Task goal - Copy all lines holding the word "strlen" from the entries.

++++ Data for review

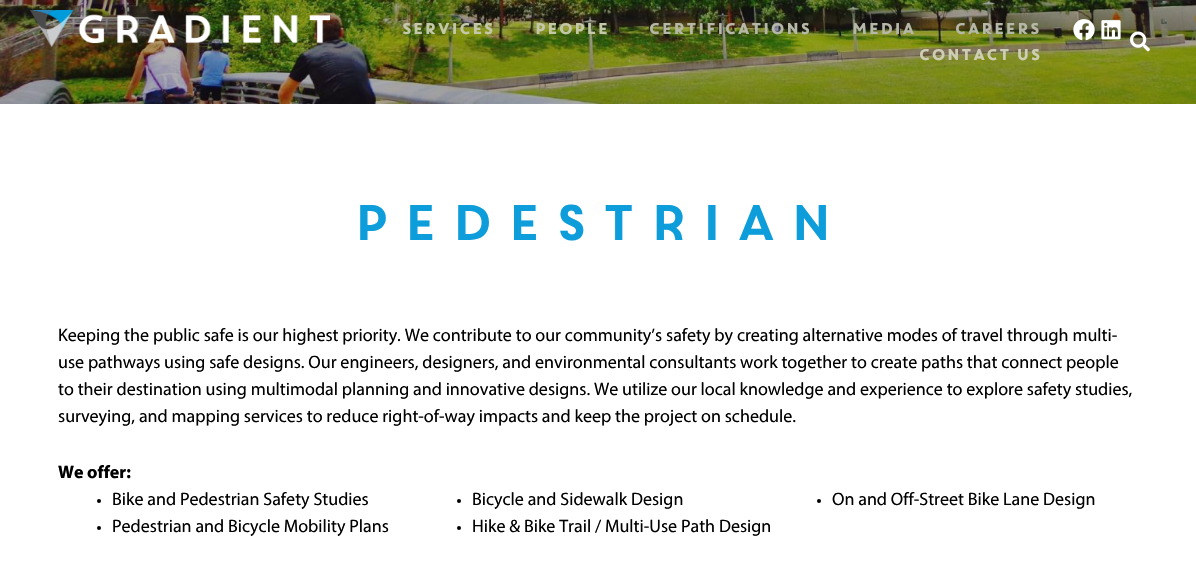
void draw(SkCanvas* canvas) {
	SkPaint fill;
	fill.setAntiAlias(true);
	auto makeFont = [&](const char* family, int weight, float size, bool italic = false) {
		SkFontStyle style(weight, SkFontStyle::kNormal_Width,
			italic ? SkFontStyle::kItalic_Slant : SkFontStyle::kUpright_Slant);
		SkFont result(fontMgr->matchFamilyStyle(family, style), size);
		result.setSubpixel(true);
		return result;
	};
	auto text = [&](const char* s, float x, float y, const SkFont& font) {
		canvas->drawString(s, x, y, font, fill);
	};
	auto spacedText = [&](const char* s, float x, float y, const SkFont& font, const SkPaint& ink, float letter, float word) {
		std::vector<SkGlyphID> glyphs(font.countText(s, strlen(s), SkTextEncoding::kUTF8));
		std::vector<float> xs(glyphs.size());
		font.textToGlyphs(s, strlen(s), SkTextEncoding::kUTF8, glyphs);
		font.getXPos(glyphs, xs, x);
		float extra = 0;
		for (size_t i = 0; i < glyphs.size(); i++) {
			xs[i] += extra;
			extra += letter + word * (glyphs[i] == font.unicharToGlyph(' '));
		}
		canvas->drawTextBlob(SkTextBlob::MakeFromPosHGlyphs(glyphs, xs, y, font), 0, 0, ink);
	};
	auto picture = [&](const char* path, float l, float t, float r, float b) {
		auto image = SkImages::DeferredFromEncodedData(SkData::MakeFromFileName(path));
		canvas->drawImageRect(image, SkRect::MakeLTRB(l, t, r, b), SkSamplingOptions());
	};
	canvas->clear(0xFFFFFFFF);
	picture("image4.png", 0, 0, 1196, 104);
	picture("image0.png", 30, 10, 330, 47);
	picture("image1.png", 1073, 19, 1095, 41);
	picture("image2.png", 1101, 20, 1121, 40);
	picture("image3.png", 1130, 31, 1150, 52);
	fill.setColor(0xFF000000);
	canvas->drawCircle(99, 501, 2, fill);
	canvas->drawCircle(99, 528, 2, fill);
	canvas->drawCircle(459, 501, 2, fill);
	canvas->drawCircle(459, 528, 2, fill);
	canvas->drawCircle(819, 501, 2, fill);
	auto font1 = makeFont("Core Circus", 700, 15);
	fill.setColor(0xFFC3C9A8);
	text("SERVICES", 401, 34, font1);
	text("PEOPLE", 534, 34, font1);
	fill.setColor(0xFFB6B8A7);
	text("CERTIFICATIONS", 648, 34, font1);
	text("MEDIA", 851, 34, font1);
	text("CAREERS", 954, 34, font1);
	fill.setColor(0xFFCECEB5);
	text("CONTACT US", 918, 60, font1);
	auto font2 = makeFont("Core Circus", 400, 50);
	fill.setColor(0xFF0D9DDB);
	spacedText("Pedestrian", 351, 240, font2, fill, 9, 0);
	auto font3 = makeFont("Myriad", 400, 18);
	fill.setColor(0xFF000000);
	text("Keeping the public safe is our highest priority. We contribute to our community’s safety by creating alternative modes of travel through multi-", 58, 341, font3);
	text("use pathways using safe designs. Our engineers, designers, and environmental consultants work together to create paths that connect people", 58, 368, font3);
	text("to their destination using multimodal planning and innovative designs. We utilize our local knowledge and experience to explore safety studies,", 58, 395, font3);
	text("surveying, and mapping services to reduce right-of-way impacts and keep the project on schedule.", 58, 422, font3);
	auto font4 = makeFont("Myriad", 700, 18);
	text("We offer:", 58, 478, font4);
	text("Bike and Pedestrian Safety Studies", 112, 505, font3);
	text("Pedestrian and Bicycle Mobility Plans", 112, 532, font3);
	text("Bicycle and Sidewalk Design", 472, 505, font3);
	text("Hike & Bike Trail / Multi-Use Path Design", 472, 532, font3);
	text("On and Off-Street Bike Lane Design", 832, 505, font3);
}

++++++++

Your response -
		std::vector<SkGlyphID> glyphs(font.countText(s, strlen(s), SkTextEncoding::kUTF8));
		font.textToGlyphs(s, strlen(s), SkTextEncoding::kUTF8, glyphs);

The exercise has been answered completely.